▸ **Exercise instructions**
Only these lines of the data below are wanted: the one with "Trace the roads", the one with "Turn all roads", and any lines between them, each repeated exactly.
____ Material provided
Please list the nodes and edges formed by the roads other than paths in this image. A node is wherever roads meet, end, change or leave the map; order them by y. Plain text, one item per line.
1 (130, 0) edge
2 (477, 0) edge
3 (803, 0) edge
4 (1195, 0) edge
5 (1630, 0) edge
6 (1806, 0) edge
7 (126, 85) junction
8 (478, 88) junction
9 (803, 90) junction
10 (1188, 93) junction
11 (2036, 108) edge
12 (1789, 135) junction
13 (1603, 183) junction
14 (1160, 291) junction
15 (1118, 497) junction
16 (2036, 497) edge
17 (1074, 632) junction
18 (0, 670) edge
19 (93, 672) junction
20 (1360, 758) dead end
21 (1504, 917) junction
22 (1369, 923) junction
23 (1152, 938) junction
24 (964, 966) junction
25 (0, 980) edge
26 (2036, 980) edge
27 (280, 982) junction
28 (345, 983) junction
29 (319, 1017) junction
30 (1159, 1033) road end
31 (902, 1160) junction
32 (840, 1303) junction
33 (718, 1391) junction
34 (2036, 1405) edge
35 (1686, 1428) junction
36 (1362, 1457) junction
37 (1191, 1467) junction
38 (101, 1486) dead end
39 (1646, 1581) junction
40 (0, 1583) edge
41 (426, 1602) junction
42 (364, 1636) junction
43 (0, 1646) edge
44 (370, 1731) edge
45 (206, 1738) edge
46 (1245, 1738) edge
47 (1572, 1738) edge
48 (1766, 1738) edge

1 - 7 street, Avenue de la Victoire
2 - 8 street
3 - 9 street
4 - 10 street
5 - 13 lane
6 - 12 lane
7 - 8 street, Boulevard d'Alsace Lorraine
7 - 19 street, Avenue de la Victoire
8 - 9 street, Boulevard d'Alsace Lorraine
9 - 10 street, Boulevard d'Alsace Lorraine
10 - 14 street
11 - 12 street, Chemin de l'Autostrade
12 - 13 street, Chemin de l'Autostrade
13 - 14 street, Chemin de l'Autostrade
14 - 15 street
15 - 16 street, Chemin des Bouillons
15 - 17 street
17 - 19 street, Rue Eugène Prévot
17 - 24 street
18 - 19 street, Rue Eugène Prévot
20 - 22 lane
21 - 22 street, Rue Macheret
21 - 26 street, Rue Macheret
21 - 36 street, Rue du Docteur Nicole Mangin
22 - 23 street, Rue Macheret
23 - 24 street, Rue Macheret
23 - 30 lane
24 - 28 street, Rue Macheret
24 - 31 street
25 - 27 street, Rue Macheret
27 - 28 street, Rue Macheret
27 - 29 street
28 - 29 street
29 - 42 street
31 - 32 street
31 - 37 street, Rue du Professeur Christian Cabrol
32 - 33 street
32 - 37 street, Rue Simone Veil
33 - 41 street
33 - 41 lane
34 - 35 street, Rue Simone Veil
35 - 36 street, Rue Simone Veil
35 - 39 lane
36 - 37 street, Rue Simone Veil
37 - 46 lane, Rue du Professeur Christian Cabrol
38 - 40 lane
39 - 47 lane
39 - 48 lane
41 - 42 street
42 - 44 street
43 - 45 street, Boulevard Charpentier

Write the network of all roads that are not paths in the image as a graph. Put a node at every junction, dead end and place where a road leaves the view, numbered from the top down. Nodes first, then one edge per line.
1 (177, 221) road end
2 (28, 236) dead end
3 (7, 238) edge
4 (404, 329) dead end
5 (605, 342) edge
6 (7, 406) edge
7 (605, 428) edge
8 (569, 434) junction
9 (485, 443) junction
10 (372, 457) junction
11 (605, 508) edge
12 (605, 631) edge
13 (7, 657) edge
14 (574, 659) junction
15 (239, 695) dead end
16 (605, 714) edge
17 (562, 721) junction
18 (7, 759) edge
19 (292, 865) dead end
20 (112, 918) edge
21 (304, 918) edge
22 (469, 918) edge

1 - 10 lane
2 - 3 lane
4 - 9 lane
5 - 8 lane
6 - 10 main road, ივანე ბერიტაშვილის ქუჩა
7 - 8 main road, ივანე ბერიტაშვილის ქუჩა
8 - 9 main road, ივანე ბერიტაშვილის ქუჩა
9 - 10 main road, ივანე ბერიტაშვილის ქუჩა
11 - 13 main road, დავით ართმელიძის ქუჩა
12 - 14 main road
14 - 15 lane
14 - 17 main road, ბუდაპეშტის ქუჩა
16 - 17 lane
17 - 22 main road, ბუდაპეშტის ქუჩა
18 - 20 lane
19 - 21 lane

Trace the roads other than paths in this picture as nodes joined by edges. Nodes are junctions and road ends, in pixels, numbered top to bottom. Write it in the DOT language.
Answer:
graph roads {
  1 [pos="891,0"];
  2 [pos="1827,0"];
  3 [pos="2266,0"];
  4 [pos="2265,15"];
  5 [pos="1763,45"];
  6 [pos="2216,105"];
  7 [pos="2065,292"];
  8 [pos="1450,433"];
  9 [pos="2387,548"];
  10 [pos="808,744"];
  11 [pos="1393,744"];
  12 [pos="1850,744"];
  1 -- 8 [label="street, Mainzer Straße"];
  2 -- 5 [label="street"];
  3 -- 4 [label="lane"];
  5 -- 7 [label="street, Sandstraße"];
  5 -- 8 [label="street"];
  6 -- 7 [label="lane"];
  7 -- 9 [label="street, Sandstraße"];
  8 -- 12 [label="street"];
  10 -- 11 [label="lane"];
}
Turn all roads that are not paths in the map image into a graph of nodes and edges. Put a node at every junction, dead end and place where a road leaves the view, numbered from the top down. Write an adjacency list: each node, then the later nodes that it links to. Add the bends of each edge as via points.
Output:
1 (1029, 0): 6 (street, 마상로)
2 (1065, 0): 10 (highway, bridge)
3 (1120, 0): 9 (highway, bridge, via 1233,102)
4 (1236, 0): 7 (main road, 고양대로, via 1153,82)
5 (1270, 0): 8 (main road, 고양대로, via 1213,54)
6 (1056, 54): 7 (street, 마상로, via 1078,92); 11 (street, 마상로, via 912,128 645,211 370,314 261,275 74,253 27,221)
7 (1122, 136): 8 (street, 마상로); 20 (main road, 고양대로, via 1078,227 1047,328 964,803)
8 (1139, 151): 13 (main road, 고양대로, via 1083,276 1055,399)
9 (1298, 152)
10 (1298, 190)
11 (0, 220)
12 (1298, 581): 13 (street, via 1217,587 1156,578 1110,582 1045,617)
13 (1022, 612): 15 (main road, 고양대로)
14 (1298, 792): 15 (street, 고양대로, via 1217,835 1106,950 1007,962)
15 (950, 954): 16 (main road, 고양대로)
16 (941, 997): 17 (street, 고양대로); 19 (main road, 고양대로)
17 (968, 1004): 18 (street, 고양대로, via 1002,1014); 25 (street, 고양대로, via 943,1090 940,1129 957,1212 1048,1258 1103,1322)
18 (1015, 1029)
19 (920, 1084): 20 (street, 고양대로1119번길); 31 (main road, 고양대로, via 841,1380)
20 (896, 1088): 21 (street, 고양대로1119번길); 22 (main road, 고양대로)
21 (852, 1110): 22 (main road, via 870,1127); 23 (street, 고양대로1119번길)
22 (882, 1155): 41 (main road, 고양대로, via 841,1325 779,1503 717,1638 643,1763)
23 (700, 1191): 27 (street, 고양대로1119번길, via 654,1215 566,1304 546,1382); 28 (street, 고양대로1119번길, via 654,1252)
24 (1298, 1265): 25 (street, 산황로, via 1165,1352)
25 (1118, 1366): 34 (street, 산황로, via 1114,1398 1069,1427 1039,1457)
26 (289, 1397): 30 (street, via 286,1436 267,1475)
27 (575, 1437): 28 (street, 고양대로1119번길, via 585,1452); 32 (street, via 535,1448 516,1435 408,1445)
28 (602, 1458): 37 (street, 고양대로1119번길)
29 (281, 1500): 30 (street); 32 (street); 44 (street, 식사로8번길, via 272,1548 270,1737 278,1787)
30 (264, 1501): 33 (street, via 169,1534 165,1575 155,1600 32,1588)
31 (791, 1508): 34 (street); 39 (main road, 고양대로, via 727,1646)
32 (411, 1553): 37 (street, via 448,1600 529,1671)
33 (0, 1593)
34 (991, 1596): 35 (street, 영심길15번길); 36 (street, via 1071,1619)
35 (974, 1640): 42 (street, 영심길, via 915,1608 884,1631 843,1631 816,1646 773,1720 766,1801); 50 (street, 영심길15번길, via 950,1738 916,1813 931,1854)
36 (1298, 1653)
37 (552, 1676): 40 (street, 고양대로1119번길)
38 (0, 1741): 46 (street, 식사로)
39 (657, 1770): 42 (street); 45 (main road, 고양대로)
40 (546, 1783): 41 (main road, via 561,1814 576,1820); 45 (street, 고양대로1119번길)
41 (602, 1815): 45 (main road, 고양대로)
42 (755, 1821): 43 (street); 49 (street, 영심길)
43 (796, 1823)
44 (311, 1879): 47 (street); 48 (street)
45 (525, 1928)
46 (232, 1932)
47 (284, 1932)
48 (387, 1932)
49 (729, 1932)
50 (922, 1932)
________
▸ **Expected answer**
Trace the roads other than paths in this picture as nodes joined by edges. Nodes are junctions and road ends, in pixels, numbered top to bottom. Write it in the DOT language.
Answer:
graph roads {
  1 [pos="891,0"];
  2 [pos="1827,0"];
  3 [pos="2266,0"];
  4 [pos="2265,15"];
  5 [pos="1763,45"];
  6 [pos="2216,105"];
  7 [pos="2065,292"];
  8 [pos="1450,433"];
  9 [pos="2387,548"];
  10 [pos="808,744"];
  11 [pos="1393,744"];
  12 [pos="1850,744"];
  1 -- 8 [label="street, Mainzer Straße"];
  2 -- 5 [label="street"];
  3 -- 4 [label="lane"];
  5 -- 7 [label="street, Sandstraße"];
  5 -- 8 [label="street"];
  6 -- 7 [label="lane"];
  7 -- 9 [label="street, Sandstraße"];
  8 -- 12 [label="street"];
  10 -- 11 [label="lane"];
}
Turn all roads that are not paths in the map image into a graph of nodes and edges. Put a node at every junction, dead end and place where a road leaves the view, numbered from the top down. Write an adjacency list: each node, then the later nodes that it links to. Add the bends of each edge as via points.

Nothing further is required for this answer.